Roberta Martini, 44, é uma das participantes do grupo. A decoradora de eventos e empresária diz que começou a se interessar por educação financeira após ouvir do filho, de 13 anos, que os investimentos da família estavam sendo feitos de forma errada. “Procurei o grupo para aprender a investir. Comecei a assistir a todas as aulas, a entender, a interagir com o assunto. A Maria Helena me ajudou a montar minha carteira de investimentos e, de lá pra cá, eu que faço tudo”, relata. 

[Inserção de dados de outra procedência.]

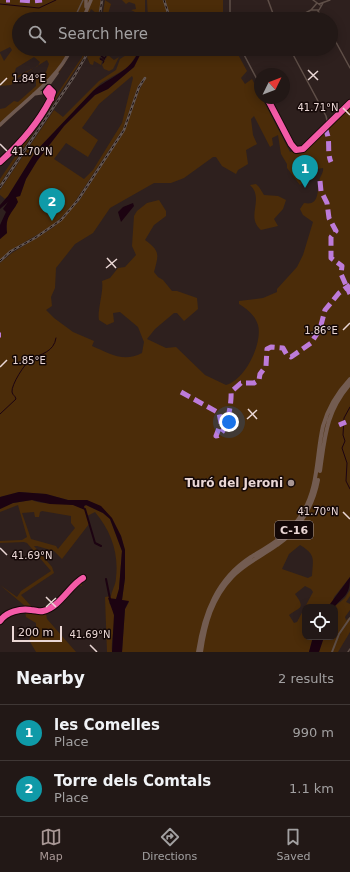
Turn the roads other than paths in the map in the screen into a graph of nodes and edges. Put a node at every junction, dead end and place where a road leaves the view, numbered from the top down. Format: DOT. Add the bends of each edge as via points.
graph roads {
  1 [pos="88,0"];
  2 [pos="230,0"];
  3 [pos="268,0"];
  4 [pos="313,0"];
  5 [pos="330,0"];
  6 [pos="318,4"];
  7 [pos="323,4"];
  8 [pos="314,5"];
  9 [pos="318,9"];
  10 [pos="311,10"];
  11 [pos="79,12"];
  12 [pos="85,12"];
  13 [pos="230,12"];
  14 [pos="272,12"];
  15 [pos="307,12"];
  16 [pos="320,12"];
  17 [pos="338,46"];
  18 [pos="66,56"];
  19 [pos="67,56"];
  20 [pos="245,56"];
  21 [pos="294,56"];
  22 [pos="65,60"];
  23 [pos="350,68"];
  24 [pos="254,74"];
  25 [pos="50,88"];
  26 [pos="48,94"];
  27 [pos="52,94"];
  28 [pos="50,99"];
  29 [pos="24,102"];
  30 [pos="350,103"];
  31 [pos="270,104"];
  32 [pos="326,116"];
  33 [pos="334,118"];
  34 [pos="0,124"];
  35 [pos="328,124"];
  36 [pos="0,162"];
  37 [pos="350,379"];
  38 [pos="350,384"];
  39 [pos="83,578"];
  40 [pos="350,618"];
  41 [pos="0,621"];
  42 [pos="350,650"];
  43 [pos="199,652"];
  44 [pos="332,652"];
  45 [pos="348,652"];
  1 -- 11 [label="street"];
  1 -- 12 [label="highway"];
  2 -- 13 [label="street"];
  3 -- 14 [label="street"];
  4 -- 6 [label="street"];
  4 -- 8 [label="street"];
  5 -- 7 [label="street"];
  6 -- 7 [label="street"];
  6 -- 8 [label="street"];
  6 -- 9 [label="street"];
  7 -- 9 [label="street"];
  8 -- 9 [label="street"];
  8 -- 10 [label="street"];
  9 -- 10 [label="street"];
  9 -- 16 [label="street"];
  10 -- 15 [label="street"];
  17 -- 23 [label="street"];
  18 -- 34 [label="highway" via="57,70"];
  19 -- 22 [label="highway"];
  20 -- 24 [label="street"];
  21 -- 32 [label="street"];
  22 -- 25 [label="highway" via="49,84"];
  22 -- 29 [label="highway"];
  25 -- 26 [label="street"];
  25 -- 27 [label="street"];
  26 -- 27 [label="street"];
  26 -- 28 [label="street"];
  26 -- 29 [label="highway" via="37,93"];
  27 -- 28 [label="street"];
  28 -- 36 [label="street" via="24,140"];
  29 -- 34 [label="highway"];
  30 -- 33 [label="street"];
  31 -- 35 [label="street" via="296,150 303,148"];
  32 -- 33 [label="street"];
  32 -- 35 [label="street"];
  33 -- 35 [label="street"];
  37 -- 43 [label="highway, C-16" via="336,396 326,417 315,482 302,514 280,540 238,567 220,586 204,620"];
  38 -- 43 [label="highway, C-16" via="338,400 327,424 316,490 308,510 290,535 239,570 221,590 209,616"];
  39 -- 41 [label="street" via="49,609 40,612 27,609 18,611 7,614"];
  40 -- 44 [label="street" via="338,634"];
  42 -- 45 [label="street"];
}
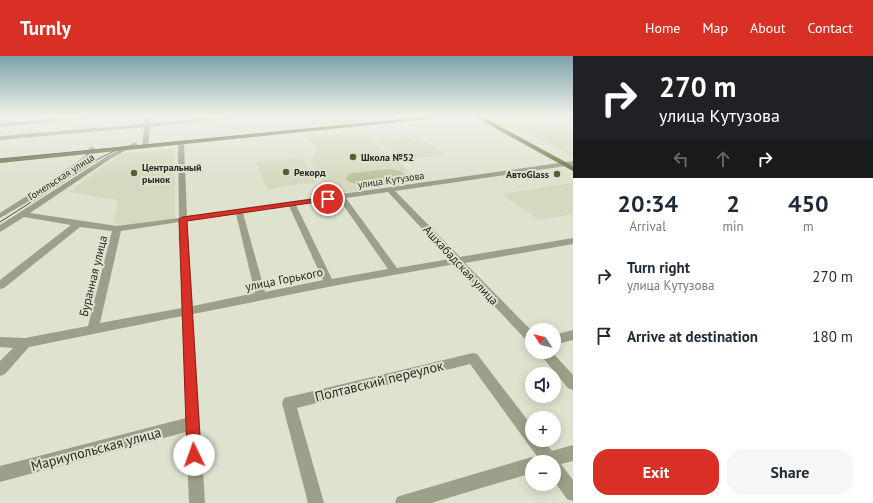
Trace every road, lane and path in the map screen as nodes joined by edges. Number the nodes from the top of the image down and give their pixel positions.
1 (13, 137) edge
2 (146, 137) edge
3 (224, 137) joint
4 (515, 137) edge
5 (0, 138) edge
6 (135, 144) junction
7 (181, 144) junction
8 (145, 145) junction
9 (124, 149) junction
10 (91, 150) junction
11 (0, 157) edge
12 (0, 161) edge
13 (573, 163) edge
14 (565, 164) junction
15 (573, 169) edge
16 (390, 190) junction
17 (341, 197) junction
18 (292, 204) junction
19 (239, 212) junction
20 (22, 214) junction
21 (0, 216) edge
22 (183, 219) junction
23 (78, 224) junction
24 (117, 228) junction
25 (0, 229) edge
26 (573, 241) edge
27 (458, 262) junction
28 (395, 272) junction
29 (329, 283) junction
30 (0, 285) edge
31 (261, 296) junction
32 (188, 311) junction
33 (93, 329) junction
34 (525, 332) edge
35 (573, 335) edge
36 (561, 338) edge
37 (0, 342) edge
38 (25, 343) junction
39 (550, 359) edge
40 (0, 370) edge
41 (573, 384) edge
42 (193, 424) junction
43 (525, 428) edge
44 (573, 452) edge
45 (561, 458) edge
46 (525, 467) edge
47 (0, 474) edge
48 (561, 478) edge
49 (573, 493) edge
50 (197, 503) edge
51 (316, 503) edge
52 (403, 503) edge

1 - 5 street
2 - 8 street
3 - 7 main road
3 - 8 main road
4 - 14 main road
6 - 8 main road
6 - 9 street, Гомельская улица
6 - 10 main road
7 - 8 main road
7 - 22 street
8 - 9 main road
9 - 10 main road
9 - 20 street, Гомельская улица
10 - 11 main road
10 - 12 main road
10 - 21 street, Гомельская улица
13 - 14 street, улица Кутузова
14 - 15 main road
14 - 16 street, улица Кутузова
16 - 17 street, улица Кутузова
16 - 27 street, Ашхабадская улица
17 - 18 street, улица Кутузова
17 - 28 street
18 - 19 street, улица Кутузова
18 - 29 street
19 - 22 street, улица Кутузова
19 - 31 street
20 - 23 street, улица Кутузова
20 - 25 street, Гомельская улица
22 - 24 street, улица Кутузова
22 - 32 street
23 - 24 street, улица Кутузова
23 - 30 street
24 - 33 street, Буранная улица
26 - 27 street, улица Горького
27 - 28 street, улица Горького
27 - 34 street, Ашхабадская улица
28 - 29 street, улица Горького
29 - 31 street, улица Горького
31 - 32 street, улица Горького
32 - 33 street, улица Горького
32 - 42 street
33 - 38 street, улица Горького
35 - 36 street
37 - 38 street, улица Горького
38 - 40 street
39 - 41 street
42 - 47 street, Мариупольская улица
42 - 50 street
43 - 51 street, Полтавский переулок
44 - 45 street
46 - 52 street
48 - 49 street, Полтавский переулок

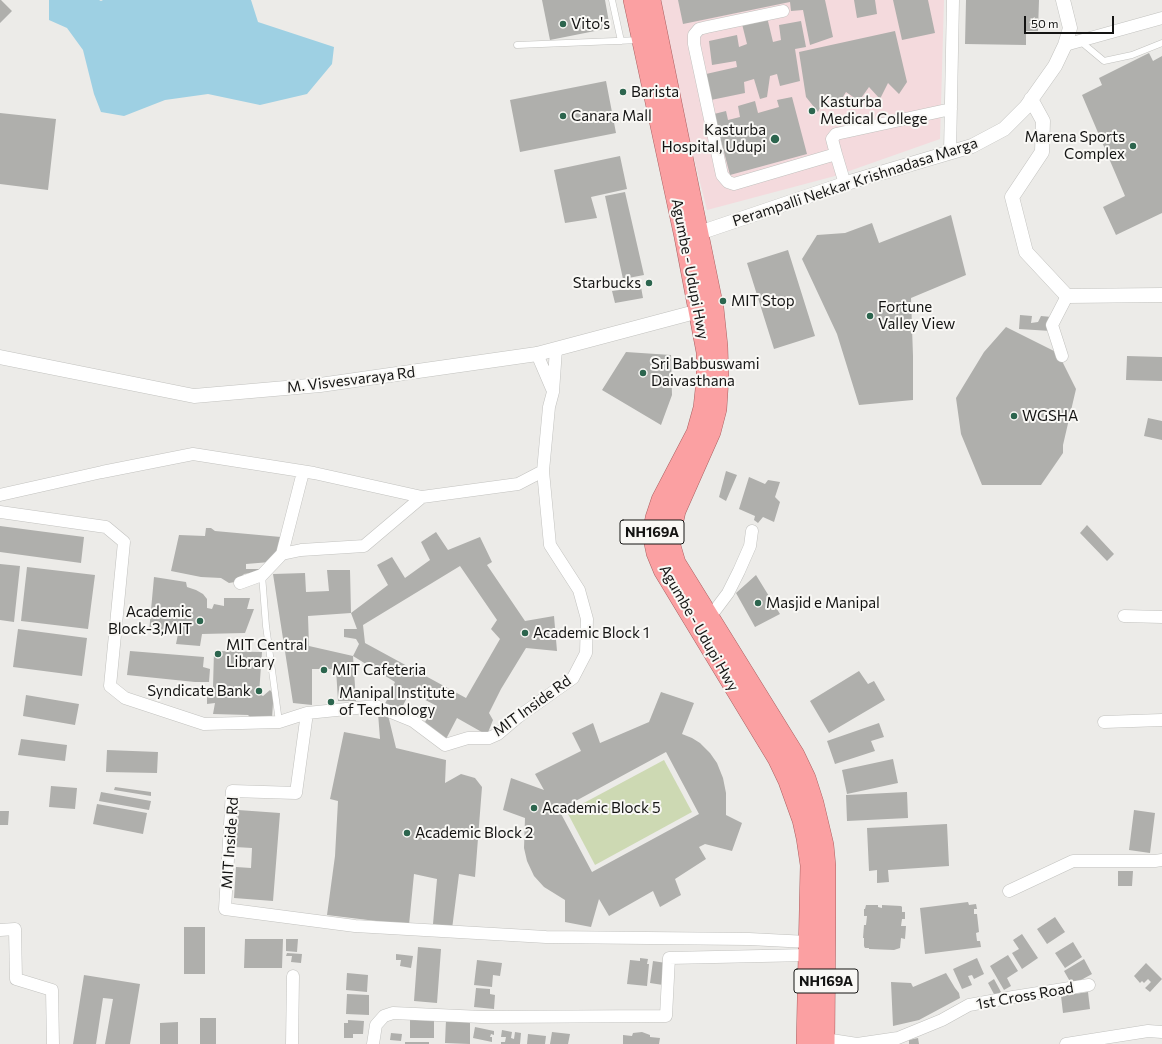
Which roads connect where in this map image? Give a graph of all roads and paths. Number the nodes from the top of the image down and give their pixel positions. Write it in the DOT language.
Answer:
graph roads {
  1 [pos="612,0"];
  2 [pos="633,0"];
  3 [pos="651,0"];
  4 [pos="953,0"];
  5 [pos="1063,0"];
  6 [pos="783,11"];
  7 [pos="1162,18"];
  8 [pos="642,40"];
  9 [pos="621,41"];
  10 [pos="1080,41"];
  11 [pos="1162,43"];
  12 [pos="517,45"];
  13 [pos="1065,45"];
  14 [pos="1031,99"];
  15 [pos="951,109"];
  16 [pos="950,153"];
  17 [pos="836,154"];
  18 [pos="845,184"];
  19 [pos="699,233"];
  20 [pos="1162,295"];
  21 [pos="1067,296"];
  22 [pos="706,309"];
  23 [pos="556,349"];
  24 [pos="537,354"];
  25 [pos="1062,356"];
  26 [pos="0,357"];
  27 [pos="553,392"];
  28 [pos="543,471"];
  29 [pos="303,472"];
  30 [pos="0,495"];
  31 [pos="422,497"];
  32 [pos="0,512"];
  33 [pos="752,531"];
  34 [pos="282,554"];
  35 [pos="262,575"];
  36 [pos="240,583"];
  37 [pos="1124,616"];
  38 [pos="710,617"];
  39 [pos="1162,617"];
  40 [pos="307,713"];
  41 [pos="1162,720"];
  42 [pos="279,722"];
  43 [pos="1104,722"];
  44 [pos="1162,860"];
  45 [pos="1009,891"];
  46 [pos="0,930"];
  47 [pos="808,949"];
  48 [pos="293,976"];
  49 [pos="1089,985"];
  50 [pos="1162,1032"];
  51 [pos="825,1042"];
  52 [pos="53,1044"];
  53 [pos="292,1044"];
  54 [pos="374,1044"];
  55 [pos="806,1044"];
  56 [pos="1066,1044"];
  1 -- 9 [label="lane"];
  2 -- 8 [label="highway, Agumbe - Udupi Hwy / NH169A"];
  3 -- 19 [label="highway, Agumbe - Udupi Hwy / NH169A"];
  4 -- 15 [label="street"];
  5 -- 13 [label="street, Perampalli Nekkar Krishnadasa Marga"];
  6 -- 17 [label="street"];
  7 -- 10 [label="street"];
  8 -- 9 [label="lane"];
  8 -- 22 [label="highway, Agumbe - Udupi Hwy / NH169A"];
  9 -- 12 [label="lane"];
  10 -- 11 [label="lane"];
  10 -- 13 [label="street"];
  13 -- 14 [label="street, Perampalli Nekkar Krishnadasa Marga"];
  14 -- 16 [label="street, Perampalli Nekkar Krishnadasa Marga"];
  14 -- 21 [label="street"];
  15 -- 16 [label="street"];
  15 -- 17 [label="street"];
  16 -- 18 [label="street, Perampalli Nekkar Krishnadasa Marga"];
  17 -- 18 [label="street"];
  18 -- 19 [label="street, Perampalli Nekkar Krishnadasa Marga"];
  19 -- 22 [label="highway, Agumbe - Udupi Hwy / NH169A"];
  20 -- 21 [label="street"];
  21 -- 25 [label="street"];
  22 -- 23 [label="street, M. Visvesvaraya Rd"];
  22 -- 38 [label="highway, Agumbe - Udupi Hwy / NH169A"];
  22 -- 47 [label="highway, Agumbe - Udupi Hwy / NH169A"];
  23 -- 24 [label="street, M. Visvesvaraya Rd"];
  23 -- 27 [label="street, MIT Inside Rd"];
  24 -- 26 [label="street, M. Visvesvaraya Rd"];
  24 -- 27 [label="street"];
  27 -- 28 [label="street, MIT Inside Rd"];
  28 -- 31 [label="street"];
  28 -- 40 [label="street, MIT Inside Rd"];
  29 -- 30 [label="street"];
  29 -- 31 [label="street"];
  29 -- 34 [label="street"];
  31 -- 34 [label="street"];
  32 -- 42 [label="street"];
  33 -- 38 [label="street"];
  34 -- 35 [label="street"];
  35 -- 36 [label="street"];
  35 -- 42 [label="lane"];
  37 -- 39 [label="street"];
  38 -- 51 [label="highway, Agumbe - Udupi Hwy / NH169A"];
  40 -- 42 [label="street"];
  40 -- 47 [label="street, MIT Inside Rd"];
  41 -- 43 [label="street"];
  44 -- 45 [label="street"];
  46 -- 52 [label="street"];
  47 -- 54 [label="street"];
  47 -- 55 [label="highway, Agumbe - Udupi Hwy / NH169A"];
  48 -- 53 [label="street"];
  49 -- 51 [label="street, 1st Cross Road"];
  50 -- 56 [label="street"];
}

Beatriz Dutra, 60, é administradora de imóveis e também faz parte do grupo liderado por Maria Helena. Seu objetivo foi conseguir independência dos gerentes de banco, após se ver em uma situação mais complicada. “Acredito que gerentes fazem um bom trabalho, mas quando você sabe, sente-se mais confortável. Queria entender mais de economia, de investimentos, e não ficar restrita àquilo que me ofereciam.”

Professor do Insper, Ricardo Rocha dará um curso on-line neste mês por meio do Woman Invest. “No Insper, tenho uma matéria sobre mercado em que metade dos alunos é de mulheres. Temos que quebrar essa coisa machista já na graduação. Mas o mercado não é protecionista. Esse equilíbrio faz a sociedade melhor”, afirma.